Cortex is a CNCF sandbox project that seeks to provide long term storage and a global metrics view for metrics scraped using Prometheus. Prometheus has become the default monitoring applications and systems in a cloud-native world. For any real-world use case, Prometheus should be highly available which has it’s set of challenges. Once you run Prometheus in HA mode there are a bunch of issues such as data duplication, achieving single pane of glass for duplicate data, etc. To solve this problem Cortex was born.
Why do we need Cortex?
Make Prometheus High availability for monitoring & avoid Data De-duplication.
Global metrics view — This provides us with a central location where we can observe the metrics of our entire infrastructure.
Long term storage — Prometheus’s local storage is not meant as durable long term storage. Metrics sent to the cortex are stored in the configured storage service.
Optionally, Cortex also supports Object Stores for storing chunk — GCS, S3
Thanos vs Cortex — differences and similarities
Thanos and Cortex have very similar goals to aggregate metrics, store them in block storage and have a single pane of glass for all your metrics. Thus, it’s no surprise that both projects reuse a lot of Prometheus code. However, there are a few key differences that may help you decide to use one of them over the other.
Cortex | Thanos |
Recent data stored in injestors (A Cortex Component) | Recent data stored in Prometheus |
Use Prometheus write API to write data at the remote location | Use sidecar approach to write data to a remote location |
HA is supprted | HA is supported |
Single setup can be integrated with multiple Prometheus | Single setup can be associated with single Prometheus |
Only Egress is required from cluster running Prometheus | Requires Ingress to cluster in which Prometheus is running for querying |
Indexed chunks | Prom TSDB blocks |
Cortex Installation
Cortex can be easily installed by using Helm package manager in Kubernetes. So, we will use the standard helm chart created by the Cortex team, but before we have to install consul inside the cluster as the data store.

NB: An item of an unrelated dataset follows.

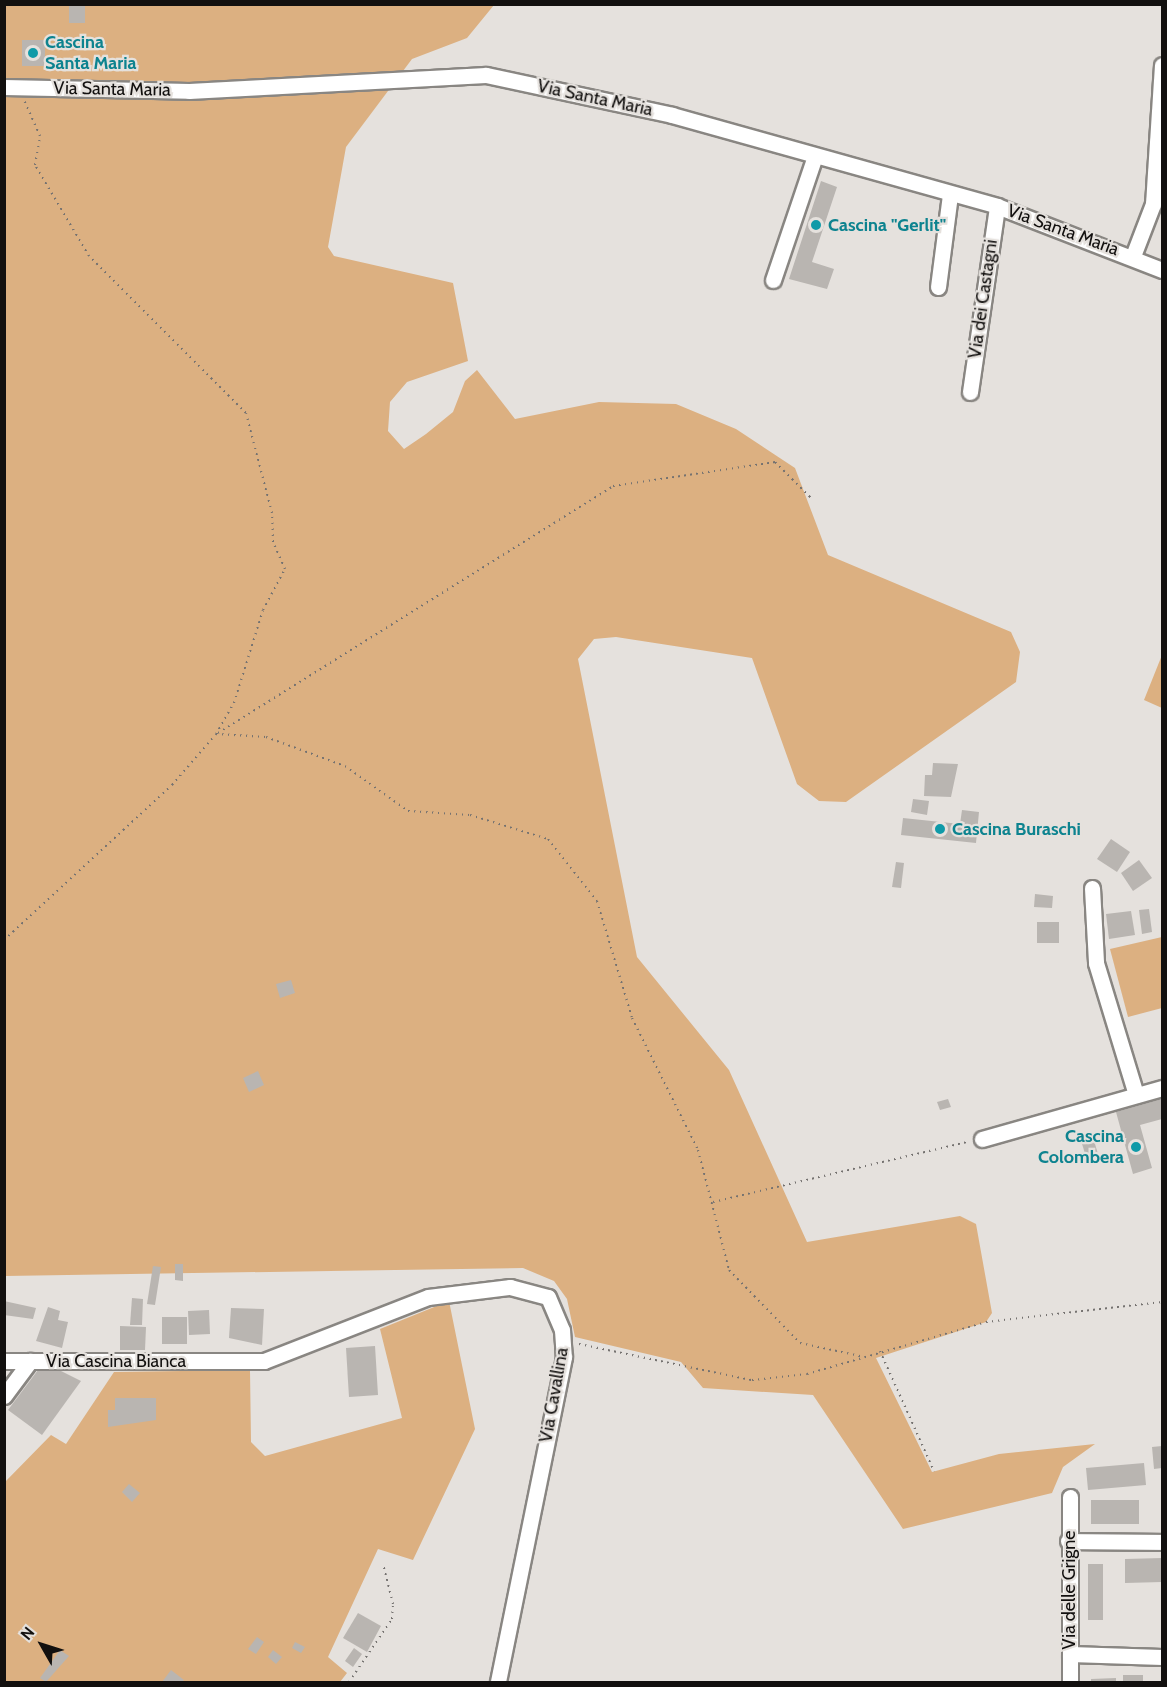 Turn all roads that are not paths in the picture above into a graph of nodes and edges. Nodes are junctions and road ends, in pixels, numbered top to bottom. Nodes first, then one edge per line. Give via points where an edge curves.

$ helm repo add hashicorp https://helm.releases.hashicorp.com
$ helm search repo hashicorp/consul
$ helm install consul hashicorp/consul --set global.name=consul --namespace cortex
Now we have the data store in-place, we need to configure the storage gateway to connect with a remote storage backend. We decided to go ahead with the S3 bucket in AWS. So we have to customize the default values file of Cortex according to our use-case, you can find the values file here and you need to add your service account under blocks_storage of the config.
$ helm repo add cortex-helm https://cortexproject.github.io/cortex-helm-chart$ helm install cortex --namespace cortex -f my-cortex-values.yaml cortex-helm/cortex
Here we are pretty much done with the cortex setup and now it’s time for configuring the Prometheus to connect with Cortex. Now you can verify the consul and cortex nodes by using kubectl.
Prometheus Configuration
For configuration of the Prometheus. We just have to add these lines of the block in our prometheus.yaml file. The remote write and read API is part of Prometheus to send and receive metrics samples to a third-party API, in our case Cortex.
remote_write:
url: http://cortex.cortex/api/prom/push
Here, we are adding stable helm charts default repository, so we can search & install stable chart from it.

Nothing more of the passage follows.